### About this exercise
When responding, copy every record below exactly as it appears.

##### Material supplied #####

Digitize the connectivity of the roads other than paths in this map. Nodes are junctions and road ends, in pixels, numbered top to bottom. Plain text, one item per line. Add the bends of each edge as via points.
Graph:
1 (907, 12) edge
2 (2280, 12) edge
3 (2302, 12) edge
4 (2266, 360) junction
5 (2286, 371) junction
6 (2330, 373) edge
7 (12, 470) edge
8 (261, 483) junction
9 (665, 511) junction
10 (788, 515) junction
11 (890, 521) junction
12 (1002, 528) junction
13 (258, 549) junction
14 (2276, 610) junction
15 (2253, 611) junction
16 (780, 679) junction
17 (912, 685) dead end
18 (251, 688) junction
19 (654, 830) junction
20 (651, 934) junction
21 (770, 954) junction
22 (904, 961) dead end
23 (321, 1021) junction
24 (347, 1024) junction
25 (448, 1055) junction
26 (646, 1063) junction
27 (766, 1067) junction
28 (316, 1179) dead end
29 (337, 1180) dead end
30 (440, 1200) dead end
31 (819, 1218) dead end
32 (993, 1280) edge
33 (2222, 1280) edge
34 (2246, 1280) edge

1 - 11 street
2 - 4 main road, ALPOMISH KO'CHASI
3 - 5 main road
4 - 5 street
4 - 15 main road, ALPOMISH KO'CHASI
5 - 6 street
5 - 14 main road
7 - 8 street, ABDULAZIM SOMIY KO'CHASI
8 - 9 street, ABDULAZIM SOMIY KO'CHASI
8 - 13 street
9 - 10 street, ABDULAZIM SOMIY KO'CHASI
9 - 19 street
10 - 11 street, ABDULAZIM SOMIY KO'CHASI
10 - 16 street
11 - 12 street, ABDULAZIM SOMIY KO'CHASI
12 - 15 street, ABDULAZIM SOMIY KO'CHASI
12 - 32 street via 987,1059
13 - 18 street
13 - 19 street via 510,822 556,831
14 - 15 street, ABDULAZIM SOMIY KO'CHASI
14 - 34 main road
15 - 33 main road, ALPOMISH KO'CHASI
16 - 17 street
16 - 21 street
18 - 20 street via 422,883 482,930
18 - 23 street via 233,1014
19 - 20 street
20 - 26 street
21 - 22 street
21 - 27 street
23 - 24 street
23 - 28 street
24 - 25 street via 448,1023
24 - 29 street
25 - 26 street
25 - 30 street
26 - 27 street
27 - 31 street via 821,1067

#####

### Answer section
Digitize the connectivity of the roads other than paths in this map. Nodes are junctions and road ends, in pixels, numbered top to bottom. Plain text, one item per line. Add the bends of each edge as via points.
Graph:
1 (907, 12) edge
2 (2280, 12) edge
3 (2302, 12) edge
4 (2266, 360) junction
5 (2286, 371) junction
6 (2330, 373) edge
7 (12, 470) edge
8 (261, 483) junction
9 (665, 511) junction
10 (788, 515) junction
11 (890, 521) junction
12 (1002, 528) junction
13 (258, 549) junction
14 (2276, 610) junction
15 (2253, 611) junction
16 (780, 679) junction
17 (912, 685) dead end
18 (251, 688) junction
19 (654, 830) junction
20 (651, 934) junction
21 (770, 954) junction
22 (904, 961) dead end
23 (321, 1021) junction
24 (347, 1024) junction
25 (448, 1055) junction
26 (646, 1063) junction
27 (766, 1067) junction
28 (316, 1179) dead end
29 (337, 1180) dead end
30 (440, 1200) dead end
31 (819, 1218) dead end
32 (993, 1280) edge
33 (2222, 1280) edge
34 (2246, 1280) edge

1 - 11 street
2 - 4 main road, ALPOMISH KO'CHASI
3 - 5 main road
4 - 5 street
4 - 15 main road, ALPOMISH KO'CHASI
5 - 6 street
5 - 14 main road
7 - 8 street, ABDULAZIM SOMIY KO'CHASI
8 - 9 street, ABDULAZIM SOMIY KO'CHASI
8 - 13 street
9 - 10 street, ABDULAZIM SOMIY KO'CHASI
9 - 19 street
10 - 11 street, ABDULAZIM SOMIY KO'CHASI
10 - 16 street
11 - 12 street, ABDULAZIM SOMIY KO'CHASI
12 - 15 street, ABDULAZIM SOMIY KO'CHASI
12 - 32 street via 987,1059
13 - 18 street
13 - 19 street via 510,822 556,831
14 - 15 street, ABDULAZIM SOMIY KO'CHASI
14 - 34 main road
15 - 33 main road, ALPOMISH KO'CHASI
16 - 17 street
16 - 21 street
18 - 20 street via 422,883 482,930
18 - 23 street via 233,1014
19 - 20 street
20 - 26 street
21 - 22 street
21 - 27 street
23 - 24 street
23 - 28 street
24 - 25 street via 448,1023
24 - 29 street
25 - 26 street
25 - 30 street
26 - 27 street
27 - 31 street via 821,1067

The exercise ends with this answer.